Na última terça-feira (23), Luiz Eduardo Baptista, conhecido como Bap, fez declarações animadoras para os torcedores do Flamengo durante uma reunião com sócios no salão nobre da Gávea. O presidente do clube anunciou que a previsão de faturamento ultrapassa R$ 2 bilhões em 2025, além de deixar um aviso claro para os adversários.
Com um faturamento projetado de R$ 2,071 bilhões, Bap destacou que o Flamengo possui uma receita recorrente de R$ 1,4 bilhão. Isso significa que, mesmo em uma temporada sem conquistas em 2026, o montante ainda superaria o orçamento do Palmeiras — rival direto atualmente —, que está estimado em R$ 1,2 bilhão.
Nesse contexto, Bap não hesitou em afirmar que o clube pretende investir ainda mais em reforços nas próximas janelas de transferências. O dirigente acredita que o Flamengo tem todas as condições de se tornar um verdadeiro “monstro das Américas”.
“Se em 2026 o Flamengo não conquistar nada, a situação vai desmoronar? Estamos falando de um faturamento de R$ 1,4 bilhão. O orçamento do Palmeiras, com todos os custos, é de R$ 1,2 bilhão. Portanto, temos fôlego e capacidade para ir muito além”, afirmou Bap, que continuou: “Contamos com um caixa extremamente saudável, um resultado em ascensão e uma margem superior a 30%. Se conquistarmos títulos novamente, essa margem pode chegar a 40%, o que nos dará ainda mais condições de investimento. O Flamengo está prestes a se tornar um gigante econômico na América”.

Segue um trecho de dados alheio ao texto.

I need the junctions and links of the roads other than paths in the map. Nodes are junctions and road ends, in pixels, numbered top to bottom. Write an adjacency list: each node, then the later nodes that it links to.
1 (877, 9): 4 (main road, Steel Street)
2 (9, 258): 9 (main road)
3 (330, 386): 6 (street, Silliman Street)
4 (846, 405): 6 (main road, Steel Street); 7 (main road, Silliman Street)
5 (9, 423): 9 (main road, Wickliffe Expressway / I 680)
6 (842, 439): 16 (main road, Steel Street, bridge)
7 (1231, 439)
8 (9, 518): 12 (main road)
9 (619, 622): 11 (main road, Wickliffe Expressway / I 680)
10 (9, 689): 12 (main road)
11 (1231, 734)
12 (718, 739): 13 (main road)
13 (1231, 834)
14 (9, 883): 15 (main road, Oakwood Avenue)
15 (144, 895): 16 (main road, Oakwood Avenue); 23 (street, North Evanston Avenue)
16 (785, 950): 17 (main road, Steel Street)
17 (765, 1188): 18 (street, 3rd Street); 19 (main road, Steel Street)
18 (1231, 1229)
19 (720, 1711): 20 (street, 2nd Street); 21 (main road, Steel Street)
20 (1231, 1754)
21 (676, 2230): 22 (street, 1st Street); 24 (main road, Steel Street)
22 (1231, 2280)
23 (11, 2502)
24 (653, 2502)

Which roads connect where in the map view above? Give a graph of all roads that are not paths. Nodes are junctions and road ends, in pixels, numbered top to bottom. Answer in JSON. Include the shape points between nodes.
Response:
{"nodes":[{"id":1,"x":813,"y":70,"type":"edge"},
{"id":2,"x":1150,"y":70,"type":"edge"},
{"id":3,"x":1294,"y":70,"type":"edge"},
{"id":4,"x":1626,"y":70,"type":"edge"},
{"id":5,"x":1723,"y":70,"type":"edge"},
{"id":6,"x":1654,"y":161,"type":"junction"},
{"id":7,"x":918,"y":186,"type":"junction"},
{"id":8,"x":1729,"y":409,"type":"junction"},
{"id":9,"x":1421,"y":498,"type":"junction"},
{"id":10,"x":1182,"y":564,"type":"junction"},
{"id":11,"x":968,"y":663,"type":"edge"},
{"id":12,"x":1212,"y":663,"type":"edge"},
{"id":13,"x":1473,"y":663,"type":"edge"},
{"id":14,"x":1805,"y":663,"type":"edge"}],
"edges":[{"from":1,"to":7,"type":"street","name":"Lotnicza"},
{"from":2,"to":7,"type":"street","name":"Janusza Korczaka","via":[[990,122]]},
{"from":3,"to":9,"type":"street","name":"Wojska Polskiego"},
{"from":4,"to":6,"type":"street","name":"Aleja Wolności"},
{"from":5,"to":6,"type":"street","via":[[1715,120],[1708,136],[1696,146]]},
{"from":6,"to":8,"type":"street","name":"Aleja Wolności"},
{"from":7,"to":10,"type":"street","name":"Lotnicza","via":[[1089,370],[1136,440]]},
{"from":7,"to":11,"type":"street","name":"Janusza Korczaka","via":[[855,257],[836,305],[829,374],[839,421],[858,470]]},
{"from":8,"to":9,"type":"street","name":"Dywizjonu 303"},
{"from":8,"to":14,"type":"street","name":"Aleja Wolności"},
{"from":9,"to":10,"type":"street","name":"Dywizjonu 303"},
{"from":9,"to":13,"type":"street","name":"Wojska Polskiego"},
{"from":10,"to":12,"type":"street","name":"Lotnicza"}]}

O primeiro ano da gestão de Bap à frente do Flamengo foi marcado por quatro conquistas: o Campeonato Carioca, a Supercopa do Brasil, o Brasileirão e a Libertadores. O clube arrecadou R$ 375.744.130,00 apenas em prêmios, valor que supera em quase R$ 70 milhões o montante gasto em contratações na temporada, que foi de R$ 309 milhões.
O presidente do clube também provocou alguns concorrentes ao afirmar que, em um futuro próximo, o Flamengo será o único clube do Brasil que não adotará o modelo de Sociedade Anônima do Futebol (SAF). “Vejo que, em 2029, o Flamengo será o único clube que não se tornará uma SAF. Muitos dirigentes estão gerindo seus clubes de forma descuidada, com o intuito de justificar a necessidade de mudar para o modelo SAF. Isso está acontecendo em diversos clubes do Brasil”, finalizou.